Unlike the typical case (with no circular dependencies), a circular dependency between bean A and bean B forces one of the beans to be injected into the other prior to being fully initialized itself (a classic chicken/egg scenario).
循环依赖
如果您主要使用构造函数注入,则可能会创建无法解决的循环依赖场景。
例如:A类通过构造函数注入需要B类的实例,B类通过构造函数注入需要A类的实例。如果您将类 A 和 B 的 bean 配置为相互注入,则 Spring IoC 容器在运行时检测到此循环引用,并抛出一个
BeanCurrentlyInCreationException.一种可能的解决方案是编辑一些类的源代码,以便由 setter 而不是构造函数来配置。或者,避免构造函数注入并仅使用 setter 注入。也就是说,虽然不推荐,但是可以通过setter注入来配置循环依赖。
与典型情况(没有循环依赖)不同,bean A 和 bean B 之间的循环依赖迫使其中一个 bean 在完全初始化之前注入另一个 bean(经典的鸡/蛋场景)。
回答by Jacques Koorts
I prefer the @Lazy method. That way I can stick to one pattern.
我更喜欢@Lazy 方法。这样我就可以坚持一种模式。
回答by Zeeshan Adnan
Your PasswordEncoderbean definition is in WebSecurityConfigwhich needs JdbcUserDetailsServices. JdbcUserDetailsServicesagain is dependent on JdbcAccountRepositorywhich needs PasswordEncoder. So the cycle forms. A simple solution is to take out the PasswordEncoderbean definition out of WebSecurityConfig.
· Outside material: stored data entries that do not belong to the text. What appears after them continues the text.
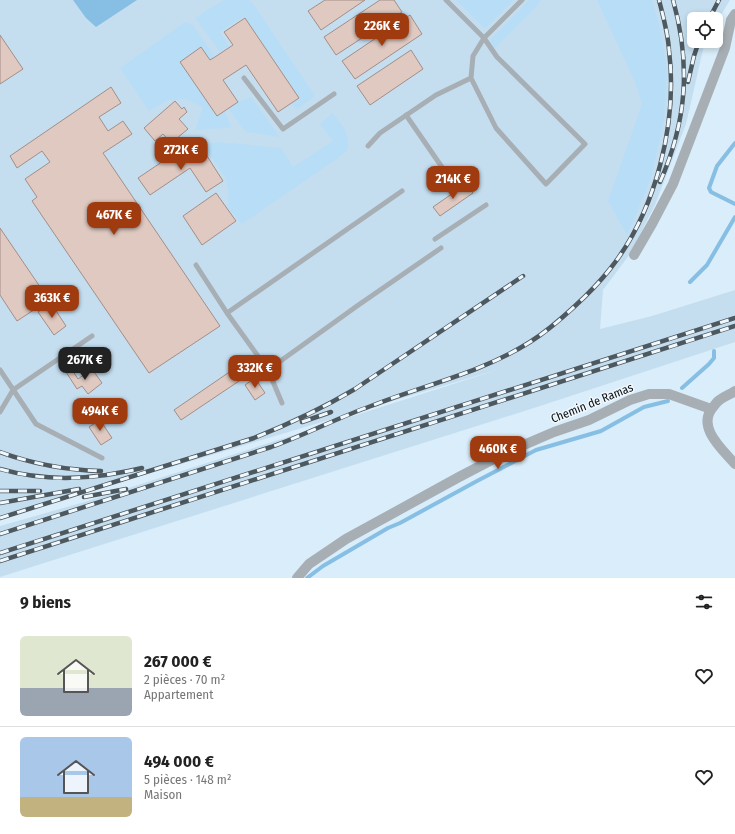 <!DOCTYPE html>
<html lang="fr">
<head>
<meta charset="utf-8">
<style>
	body { margin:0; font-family:"Fira Sans Condensed",sans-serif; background:#f6f6f6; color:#222; height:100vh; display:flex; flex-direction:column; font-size:15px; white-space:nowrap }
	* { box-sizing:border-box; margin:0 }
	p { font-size:13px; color:#767676 }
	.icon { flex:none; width:22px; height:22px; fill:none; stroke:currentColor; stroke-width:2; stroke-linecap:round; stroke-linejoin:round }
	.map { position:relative; height:578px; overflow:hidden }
	.side { display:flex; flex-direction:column; background:#fff; flex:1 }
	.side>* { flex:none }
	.tools { position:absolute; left:687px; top:12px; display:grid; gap:8px }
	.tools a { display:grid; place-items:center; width:36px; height:36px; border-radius:6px; background:#fff; box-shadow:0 2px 6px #0003; font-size:20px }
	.price { position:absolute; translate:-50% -34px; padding:0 9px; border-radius:8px; background:#a03b0f; color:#fff; font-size:13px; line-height:26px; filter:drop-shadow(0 1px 2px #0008) }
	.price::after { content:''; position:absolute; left:50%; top:24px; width:12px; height:9px; margin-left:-6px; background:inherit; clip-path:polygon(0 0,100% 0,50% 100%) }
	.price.selected { background:#222; color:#fff }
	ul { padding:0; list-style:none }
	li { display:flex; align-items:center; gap:12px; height:100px; padding:0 20px }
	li+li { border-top:1px solid #e0e0e0 }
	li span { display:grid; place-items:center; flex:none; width:112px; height:80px; border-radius:6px; color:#555 }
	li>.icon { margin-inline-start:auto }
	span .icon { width:48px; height:48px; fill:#fffc; stroke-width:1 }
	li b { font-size:17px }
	h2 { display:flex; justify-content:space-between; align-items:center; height:48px; padding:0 20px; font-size:17px }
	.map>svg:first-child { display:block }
	.built { fill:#c4def0 }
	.green { fill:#b8ddf6 }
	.water { fill:#86bfe3 }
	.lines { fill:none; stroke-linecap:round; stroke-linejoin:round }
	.stream { stroke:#86bfe3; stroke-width:4 }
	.building { fill:#dfc9c1; stroke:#a38e87 }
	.lane { stroke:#a7afb5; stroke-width:5 }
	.street { stroke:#a7afb5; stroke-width:10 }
	.rail-casing { stroke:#4d585f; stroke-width:4.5 }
	.rail { stroke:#f0f8fd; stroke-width:3; stroke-dasharray:9; stroke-linecap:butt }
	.labels { text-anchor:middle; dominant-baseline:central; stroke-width:3; stroke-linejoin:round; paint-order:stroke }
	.street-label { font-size:12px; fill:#091014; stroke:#f0f8fd }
</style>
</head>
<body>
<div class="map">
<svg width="735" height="578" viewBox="0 0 735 578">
	<rect width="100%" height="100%" fill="#d9edfa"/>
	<path class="built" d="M0,0h730l-14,23v-4h-22v22h11l-19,83 -31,81 -25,49 -27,36 -3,39 52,-13 83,-26v52l-198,65 -537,170v-51l88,-25 412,-132 -500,149z"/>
	<path class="green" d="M224,0h24l4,2 63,94 -19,14 -5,-7 8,-5 -55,-82 -24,16 9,14 -9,6 -25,-34 20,-13z
		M456,0h58l-29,29z
		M529,0h12l-4,6 -43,43 -4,-9z
		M597,0h55l9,32 6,38 -3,50 -13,58 -24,57 -19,-34 34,-97 -7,-22z
		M185,22l8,3 22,32 -5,3 -9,-13 -21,15 37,54 7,-5 8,16 -6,1 -31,2 8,-23 -18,-8 -17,1 -19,11 -29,-43z
		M251,97l29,40 -34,-5 -18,-24 10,-6z
		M332,113c12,14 16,17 16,36l-7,7 -99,68 -14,-16v-19l-2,-10 -19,-29 3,-7 9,-1 62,6 12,19 40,-26 -13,-17z"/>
	<path class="water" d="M73,0h64l-41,27 -10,-9z"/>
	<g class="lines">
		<path class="stream" d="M735,143l-18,23 -8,22 2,4 24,12
			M690,282l17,-17 28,-48
			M682,388l27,-24 5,-6v-7
			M307,578l16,-12 65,-38 12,-5 77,-42 59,-31 65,-19 43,-24 24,-6"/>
	</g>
	<path class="building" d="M325,0h40l-44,30 -13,-19z
		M380,0h14l8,12 -66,43 -12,-18z
		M410,15l12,19 -67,45 -13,-18z
		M245,18l54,80 -21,14 -32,-47 -23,15 15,22 -21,14 -37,-54 21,-15 9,13 5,-3 18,-12 -9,-13z
		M0,35l23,34 -23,15z
		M411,50l12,19 -53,36 -13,-19z
		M111,87l10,16 -22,14 9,14 15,-10 9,13 -29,19 117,173 -71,47 -117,-172 5,-4 -12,-18 25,-17 -8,-11 -25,17 -7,-12z
		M175,101l7,8 2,-2 3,5 -8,7 9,10 -17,14 -8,-9 -8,7 -11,-13z
		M187,145l12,17 8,-6 16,25 -17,11 -16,-24 -40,27 -12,-17z
		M466,184l7,9 -33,23 -7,-9z
		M216,193l20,28 -34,24 -19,-29z
		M0,228l49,72 -32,21 -17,-26z
		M51,303l15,23 -12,9 -16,-23z
		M244,362l7,11 -70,47 -7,-10z
		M71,368l7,11 14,-10 10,14 -14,11 -6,-8 -5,3 -11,-17z
		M255,378l10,15 -10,7 -10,-15z
		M100,420l12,18 -11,7 -12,-18z"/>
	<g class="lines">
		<path class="lane" d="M446,0l38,38 -11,18 -2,22 25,50 50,56 39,-40 -88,-87 -13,-19 38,-38
			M244,78l39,51 51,-35
			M406,115l40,58
			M368,146l12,-13 56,-38 35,-17
			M435,239l51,-34
			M196,265l31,48
			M0,370l36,54 66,34
			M268,370l89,-64 84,-58
			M282,403l-14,-33 -41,-57 175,-122
			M0,412l13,-22 79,-54"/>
		<path class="street" d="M634,255l18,-31 21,-40 52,-136 6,-28 4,-6
			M735,391c-4,3 -10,5 -14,8 -2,1 -5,4 -7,7 -19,20 8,43 21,58
			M297,578l12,-14 37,-25 113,-62 46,-24 49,-21 35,-12 41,-20 19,-6h20l42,15"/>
		<g class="rail-casing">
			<path id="rail" d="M709,19l10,-19
				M688,82l6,-26 5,-15
				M660,182c27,-61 31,-118 13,-182
				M302,422l29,-10
				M0,452c33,12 66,18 101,19
				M0,469c35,10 71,11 106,6 12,-2 24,-4 36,-7
				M0,491h40
				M84,497l42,-8
				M0,503l79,-14
				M0,518l254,-80c35,-14 69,-30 101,-49l168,-113
				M0,534l271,-87c34,-12 66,-29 100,-41 53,-21 110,-33 159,-64 16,-10 31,-23 45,-36 12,-11 24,-23 35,-37 46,-58 68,-146 59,-219 -1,-17 -6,-34 -10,-50
				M0,553l735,-235
				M0,561l735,-235"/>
		</g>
		<use href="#rail" class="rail"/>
	</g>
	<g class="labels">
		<g class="street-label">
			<text transform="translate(592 403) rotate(-22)">Chemin de Ramas</text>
		</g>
	</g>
</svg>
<div class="tools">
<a><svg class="icon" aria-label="locate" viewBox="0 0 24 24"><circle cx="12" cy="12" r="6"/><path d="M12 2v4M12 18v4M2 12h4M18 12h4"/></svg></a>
</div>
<b class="price" style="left:382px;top:47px">226K €</b>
<b class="price" style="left:181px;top:171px">272K €</b>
<b class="price" style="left:453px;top:200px">214K €</b>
<b class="price" style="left:114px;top:236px">467K €</b>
<b class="price" style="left:52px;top:319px">363K €</b>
<b class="price selected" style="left:85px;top:381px">267K €</b>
<b class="price" style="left:255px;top:389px">332K €</b>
<b class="price" style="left:100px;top:432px">494K €</b>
<b class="price" style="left:498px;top:470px">460K €</b>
</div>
<section class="side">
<h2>9 biens<svg class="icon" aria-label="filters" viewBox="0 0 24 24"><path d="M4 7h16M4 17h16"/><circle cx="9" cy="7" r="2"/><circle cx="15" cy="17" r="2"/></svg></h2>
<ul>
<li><span style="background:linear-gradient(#dfe7d0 65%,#9aa5b1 0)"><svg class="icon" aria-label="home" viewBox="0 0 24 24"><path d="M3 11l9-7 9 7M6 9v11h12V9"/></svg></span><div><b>267 000 €</b><p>2 pièces · 70 m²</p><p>Appartement</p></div><svg class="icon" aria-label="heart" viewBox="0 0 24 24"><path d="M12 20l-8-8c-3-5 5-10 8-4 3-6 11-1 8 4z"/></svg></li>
<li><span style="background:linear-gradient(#a9c7e8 75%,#c2b280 0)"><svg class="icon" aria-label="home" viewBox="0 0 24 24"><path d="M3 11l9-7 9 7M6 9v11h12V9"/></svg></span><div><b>494 000 €</b><p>5 pièces · 148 m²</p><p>Maison</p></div><svg class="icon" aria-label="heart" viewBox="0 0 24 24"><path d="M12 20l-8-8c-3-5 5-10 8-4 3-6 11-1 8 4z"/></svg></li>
</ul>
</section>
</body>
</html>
Even inside SecurityConfigurationclass will solve the cyclic problem.
您的PasswordEncoderbean 定义在WebSecurityConfig其中需要JdbcUserDetailsServices。JdbcUserDetailsServices再次取决于JdbcAccountRepository哪些需求PasswordEncoder。于是循环就形成了。一个简单的解决方案是PasswordEncoder从WebSecurityConfig. 甚至内部SecurityConfiguration类也会解决循环问题。